Washington - US President Barack Obama has been squabbling
with Western European leaders over how to handle issues such as the
global economic crisis and climate change, and those differences
appeared to hang over the upcoming G8 summit in Italy.
But in the weeks since Iran's June 12 election and subsequent mass
demonstrations alleging that the result was rigged, the United States
and Western European allies have found a unified voice in condemning
the violent crackdown against protestors, and the issue will play
prominently at the July 8-10 gathering of the eight leading economies
in L'Aquila, Italy.
It will be Obama first Group of Eight summit since taking office
in January.
While Russia has been reluctant to come down hard on Iran over its
nuclear programme and the election turmoil, Britain, Canada, France,
Germany, Italy, Japan and the United States have all criticized
Tehran for suppressing the freedom of expression.
Russia has been the only G8 country to declare that Iranian
President Mahmoud Ahmadinejad was the clear victor in the election
over challenger Mir-Hossein Moussavi. Obama has opted to let the
situation play out while decrying the violence.
'We can't say definitively what exactly happened at polling places
throughout the country,' Obama said. 'What we know is that a sizeable
percentage of the Iranian people themselves, spanning Iranian
society, consider this election illegitimate.'
Italian President Silvio Berlusconi on Monday said that potential
sanctions against Iran will be on the table at the G8 summit, but it
remains to be seen whether such a move would garner widespread
support. British Foreign Secretary David Miliband has played down the
possibility of sanctions.
The United States has had comprehensive sanctions in place against
Iran for decades, and Obama might be unwilling for now to back
sanctions in response to an internal Iranian dispute, over concerns
it could harm chances for opening direct negotiations with Tehran on
the nuclear issue.
Western countries remain unified in preventing Iran from
developing nuclear-weapons capability. In the preparatory meeting of
G8 foreign ministers last week in Trieste, Italy, they issued a
statement setting a September deadline for Iran to rejoin
negotiations, including direct talks with the United States.
Obama has pledged to hold direct dialogue with Iran on the nuclear
matter and a host of other issues, but has not outlined a definitive
approach for doing so and is awaiting the outcome of the upheaval. He
has warned however, that his overture will not be open-ended and that
he would expect positive steps from Tehran by the end of the year.

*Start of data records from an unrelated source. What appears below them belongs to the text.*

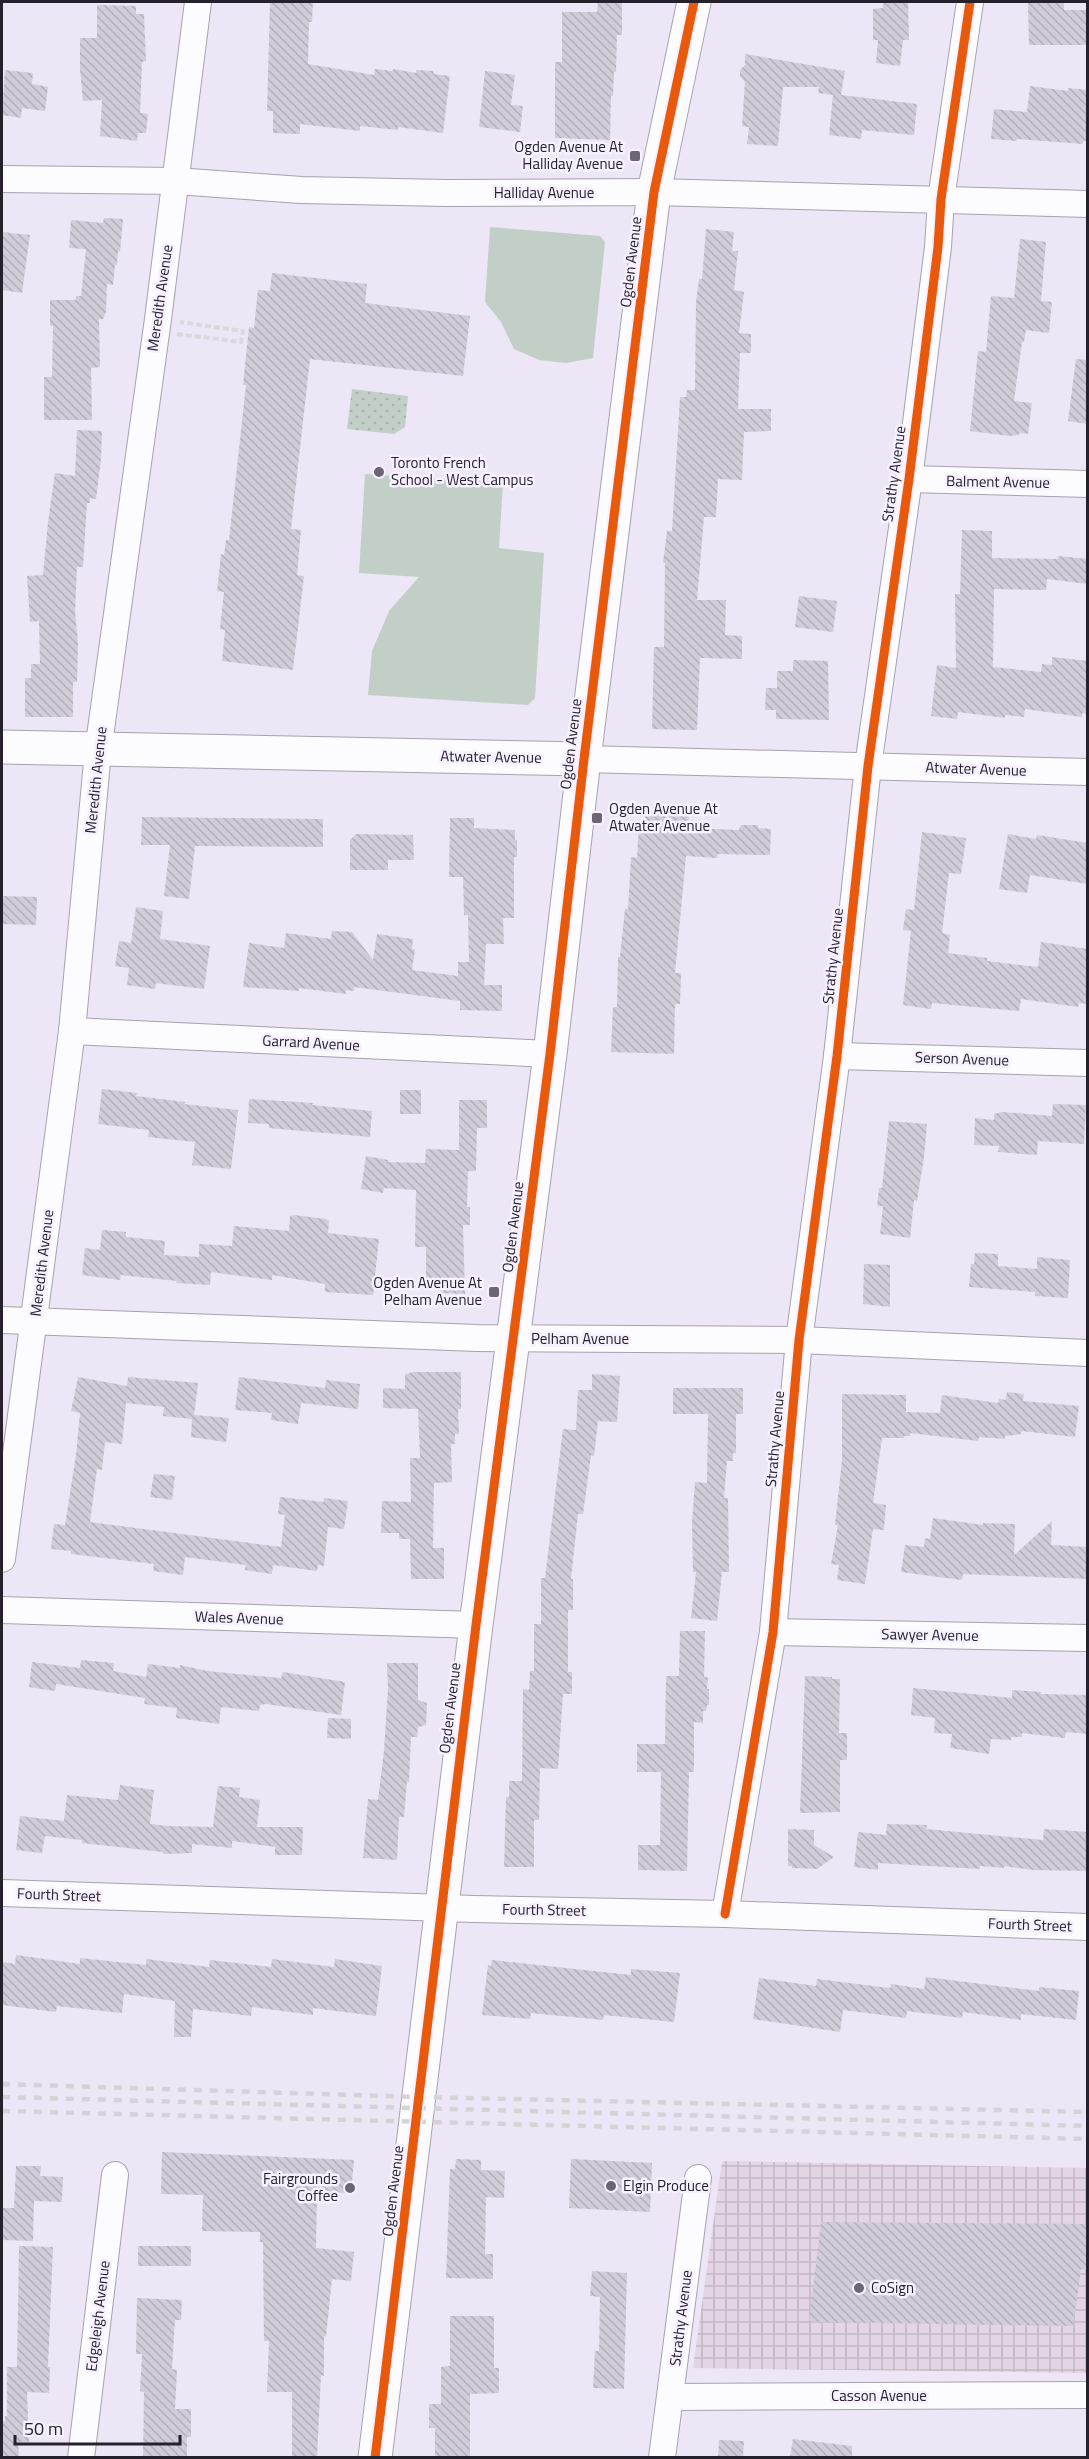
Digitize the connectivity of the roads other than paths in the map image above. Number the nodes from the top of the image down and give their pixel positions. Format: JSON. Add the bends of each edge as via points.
{"nodes":[{"id":1,"x":198,"y":2,"type":"edge"},
{"id":2,"x":694,"y":2,"type":"edge"},
{"id":3,"x":970,"y":2,"type":"edge"},
{"id":4,"x":2,"y":179,"type":"edge"},
{"id":5,"x":176,"y":181,"type":"junction"},
{"id":6,"x":654,"y":192,"type":"junction"},
{"id":7,"x":941,"y":199,"type":"junction"},
{"id":8,"x":1088,"y":204,"type":"edge"},
{"id":9,"x":909,"y":479,"type":"junction"},
{"id":10,"x":1088,"y":484,"type":"edge"},
{"id":11,"x":2,"y":747,"type":"edge"},
{"id":12,"x":98,"y":751,"type":"junction"},
{"id":13,"x":584,"y":759,"type":"junction"},
{"id":14,"x":868,"y":766,"type":"junction"},
{"id":15,"x":1088,"y":772,"type":"edge"},
{"id":16,"x":72,"y":1031,"type":"junction"},
{"id":17,"x":550,"y":1054,"type":"junction"},
{"id":18,"x":837,"y":1056,"type":"junction"},
{"id":19,"x":1088,"y":1063,"type":"edge"},
{"id":20,"x":2,"y":1320,"type":"edge"},
{"id":21,"x":35,"y":1321,"type":"junction"},
{"id":22,"x":514,"y":1338,"type":"junction"},
{"id":23,"x":799,"y":1340,"type":"junction"},
{"id":24,"x":1088,"y":1353,"type":"edge"},
{"id":25,"x":2,"y":1559,"type":"edge"},
{"id":26,"x":2,"y":1610,"type":"edge"},
{"id":27,"x":476,"y":1625,"type":"junction"},
{"id":28,"x":773,"y":1632,"type":"junction"},
{"id":29,"x":1088,"y":1638,"type":"edge"},
{"id":30,"x":2,"y":1893,"type":"edge"},
{"id":31,"x":441,"y":1907,"type":"junction"},
{"id":32,"x":725,"y":1914,"type":"junction"},
{"id":33,"x":1088,"y":1927,"type":"edge"},
{"id":34,"x":115,"y":2175,"type":"dead end"},
{"id":35,"x":698,"y":2178,"type":"dead end"},
{"id":36,"x":1088,"y":2395,"type":"edge"},
{"id":37,"x":671,"y":2397,"type":"junction"},
{"id":38,"x":81,"y":2457,"type":"edge"},
{"id":39,"x":375,"y":2457,"type":"edge"},
{"id":40,"x":663,"y":2457,"type":"edge"}],
"edges":[{"from":1,"to":5,"type":"street","name":"Meredith Avenue"},
{"from":2,"to":6,"type":"street","name":"Ogden Avenue"},
{"from":3,"to":7,"type":"street","name":"Strathy Avenue"},
{"from":4,"to":5,"type":"street","name":"Halliday Avenue"},
{"from":5,"to":6,"type":"street","name":"Halliday Avenue","via":[[446,193]]},
{"from":5,"to":12,"type":"street","name":"Meredith Avenue"},
{"from":6,"to":7,"type":"street","name":"Halliday Avenue"},
{"from":6,"to":13,"type":"street","name":"Ogden Avenue"},
{"from":7,"to":8,"type":"street","name":"Halliday Avenue"},
{"from":7,"to":9,"type":"street","name":"Strathy Avenue"},
{"from":9,"to":10,"type":"street","name":"Balment Avenue"},
{"from":9,"to":14,"type":"street","name":"Strathy Avenue"},
{"from":11,"to":12,"type":"street","name":"Atwater Avenue"},
{"from":12,"to":13,"type":"street","name":"Atwater Avenue"},
{"from":12,"to":16,"type":"street","name":"Meredith Avenue"},
{"from":13,"to":14,"type":"street","name":"Atwater Avenue"},
{"from":13,"to":17,"type":"street","name":"Ogden Avenue"},
{"from":14,"to":15,"type":"street","name":"Atwater Avenue"},
{"from":14,"to":18,"type":"street","name":"Strathy Avenue"},
{"from":16,"to":17,"type":"street","name":"Garrard Avenue"},
{"from":16,"to":21,"type":"street","name":"Meredith Avenue"},
{"from":17,"to":22,"type":"street","name":"Ogden Avenue"},
{"from":18,"to":19,"type":"street","name":"Serson Avenue"},
{"from":18,"to":23,"type":"street","name":"Strathy Avenue"},
{"from":20,"to":21,"type":"street","name":"Pelham Avenue"},
{"from":21,"to":22,"type":"street","name":"Pelham Avenue"},
{"from":21,"to":25,"type":"street","name":"Meredith Avenue"},
{"from":22,"to":23,"type":"street","name":"Pelham Avenue"},
{"from":22,"to":27,"type":"street","name":"Ogden Avenue"},
{"from":23,"to":24,"type":"street","name":"Pelham Avenue"},
{"from":23,"to":28,"type":"street","name":"Strathy Avenue"},
{"from":26,"to":27,"type":"street","name":"Wales Avenue"},
{"from":27,"to":31,"type":"street","name":"Ogden Avenue"},
{"from":28,"to":29,"type":"street","name":"Sawyer Avenue"},
{"from":28,"to":32,"type":"street","name":"Strathy Avenue"},
{"from":30,"to":31,"type":"street","name":"Fourth Street"},
{"from":31,"to":32,"type":"street","name":"Fourth Street"},
{"from":31,"to":39,"type":"street","name":"Ogden Avenue"},
{"from":32,"to":33,"type":"street","name":"Fourth Street"},
{"from":34,"to":38,"type":"street","name":"Edgeleigh Avenue"},
{"from":35,"to":37,"type":"street","name":"Strathy Avenue"},
{"from":36,"to":37,"type":"street","name":"Casson Avenue"},
{"from":37,"to":40,"type":"street","name":"Strathy Avenue"}]}
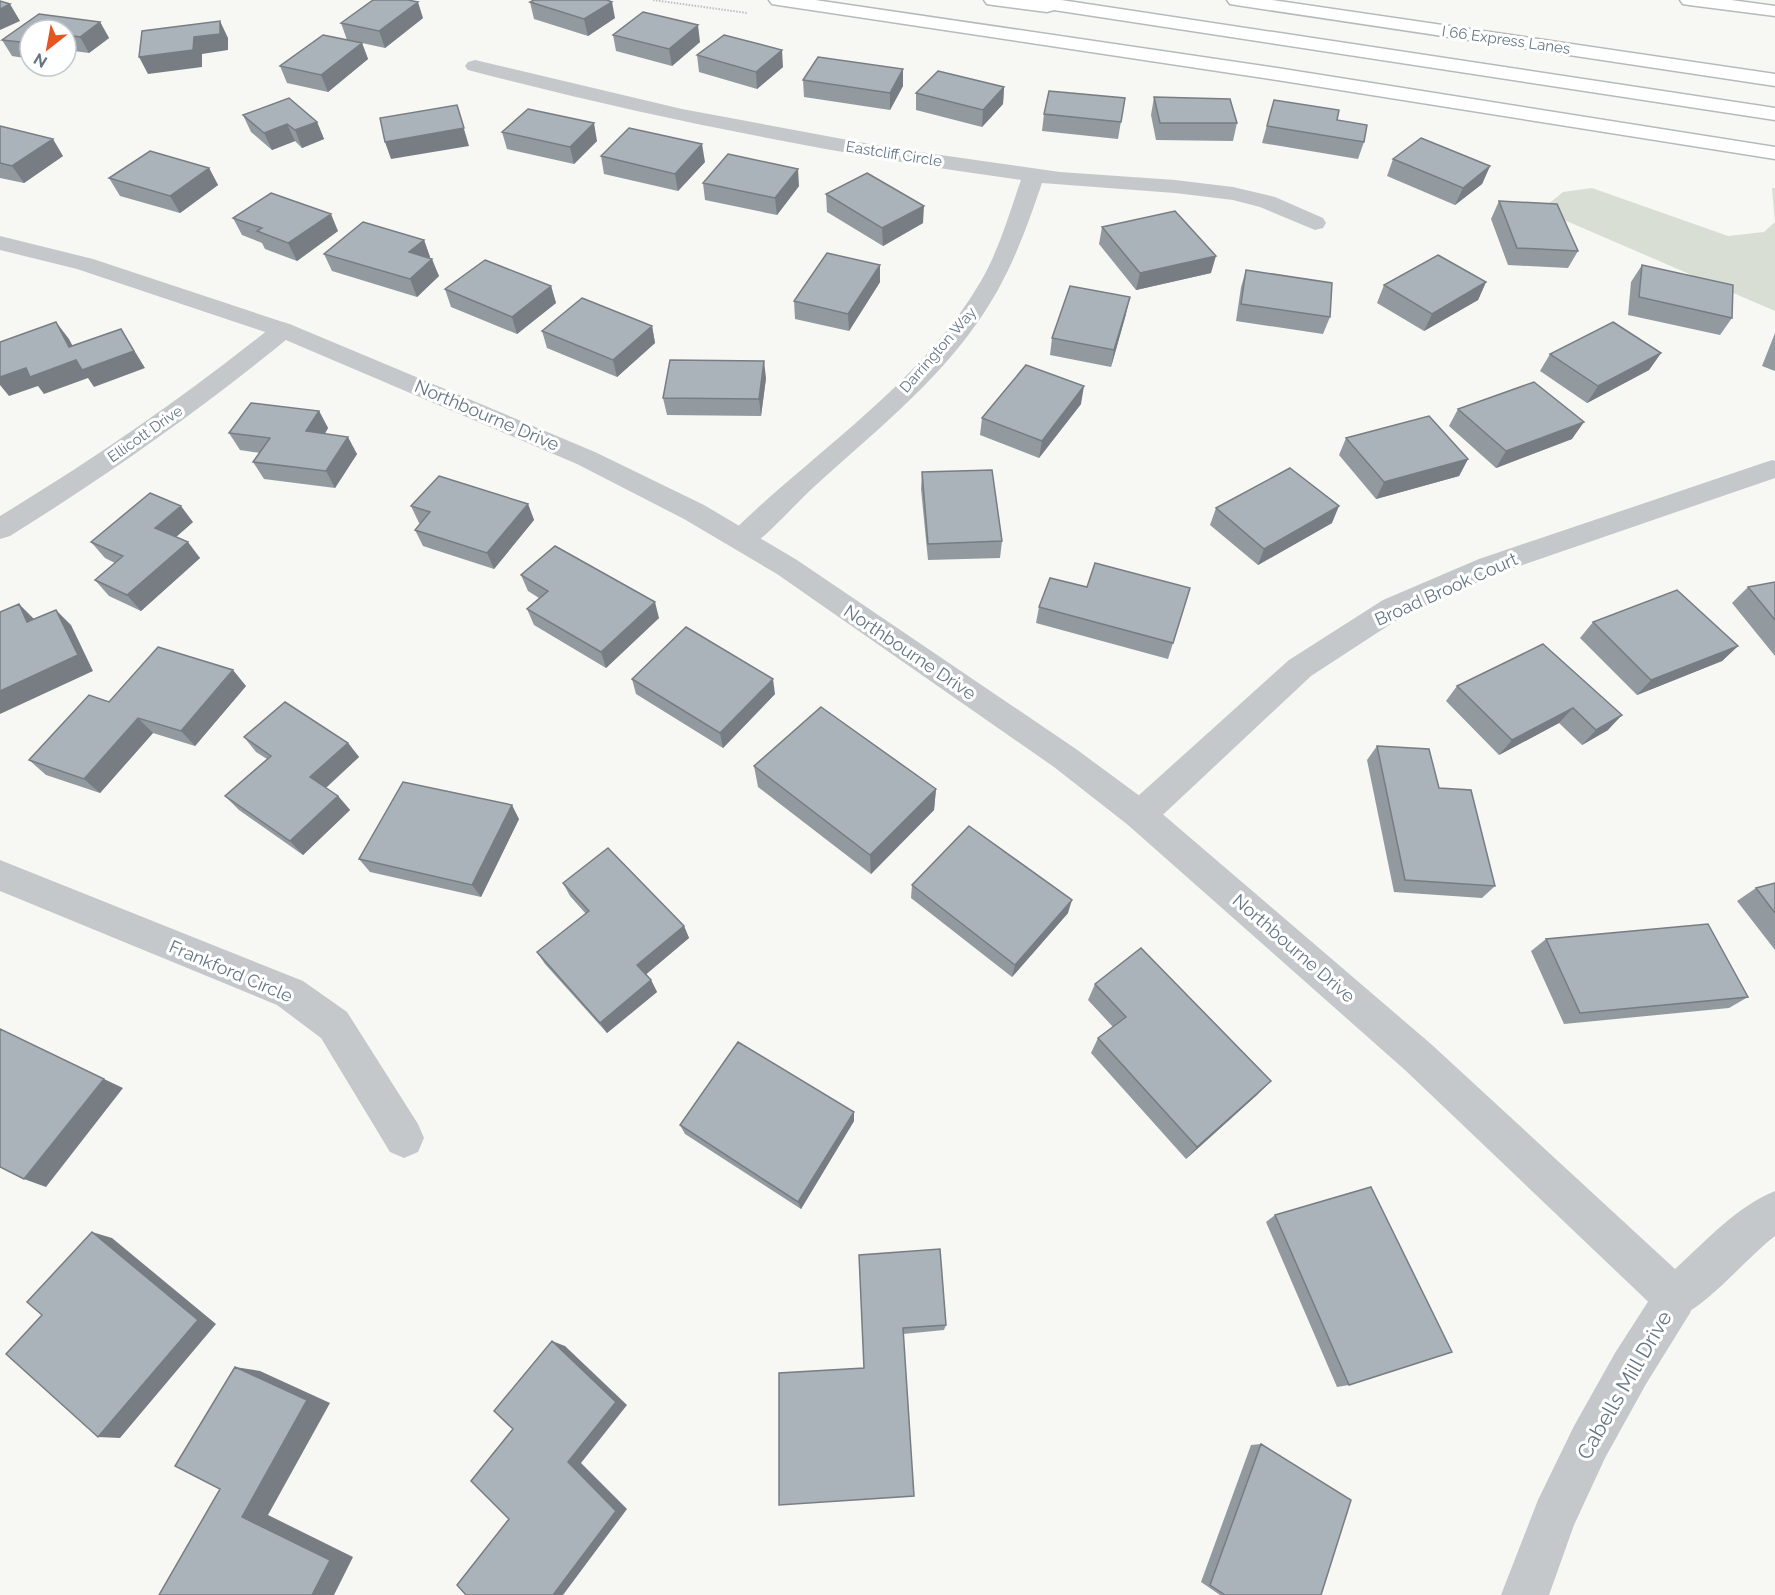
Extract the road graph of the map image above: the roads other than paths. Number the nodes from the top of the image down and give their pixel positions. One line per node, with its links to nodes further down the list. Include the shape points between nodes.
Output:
1 (778, 0): 11 (highway)
2 (993, 0): 7 (highway)
3 (1025, 0): 7 (highway)
4 (1236, 0): 9 (highway, I 66 Express Lanes)
5 (1689, 0): 6 (highway)
6 (1775, 11)
7 (1177, 22): 10 (highway)
8 (475, 66): 12 (street, Eastcliff Circle, via 772,134)
9 (1775, 80)
10 (1775, 114)
11 (1775, 153)
12 (1033, 176): 13 (street, Eastcliff Circle, via 1227,193 1263,200); 18 (street, Darrington Way, via 1011,244 965,322 912,384)
13 (1315, 223)
14 (0, 243): 15 (street, Northbourne Drive, via 85,264)
15 (283, 330): 17 (street, Ellicott Drive, via 133,445); 18 (street, Northbourne Drive, via 586,458)
16 (1772, 469): 19 (street, Broad Brook Court, via 1489,566 1393,608 1300,668)
17 (0, 529)
18 (742, 539): 19 (street, Northbourne Drive, via 1065,758)
19 (1140, 815): 23 (street, Northbourne Drive, via 1418,1058)
20 (0, 875): 21 (street, Frankford Circle, via 290,993 334,1025)
21 (404, 1138)
22 (1775, 1211): 23 (street, Cabells Mill Drive)
23 (1675, 1298): 24 (street, Cabells Mill Drive, via 1635,1358 1580,1458)
24 (1525, 1595)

The G8 summit comes ahead of the larger Group of 20 nations
planning to meet in September in the US city of Pittsburgh,
Pennsylvania, to discuss the economic crisis. Obama has been at odds
with his European counterparts, who want to see more regulation of US
financial markets.
The gap on that issue has been most acute with German Chancellor
Angela Merkel and French President Nicolas Sarkozy, but the two sides
appear to moving closer to common ground since Obama announced his
regulatory plan earlier this month.
During a meeting at the White House between Merkel and Obama on
Friday, the two leaders appeared to move closer on climate change.
Germany in the past had expressed frustration with the Obama
administration for not doing enough to fight global warming.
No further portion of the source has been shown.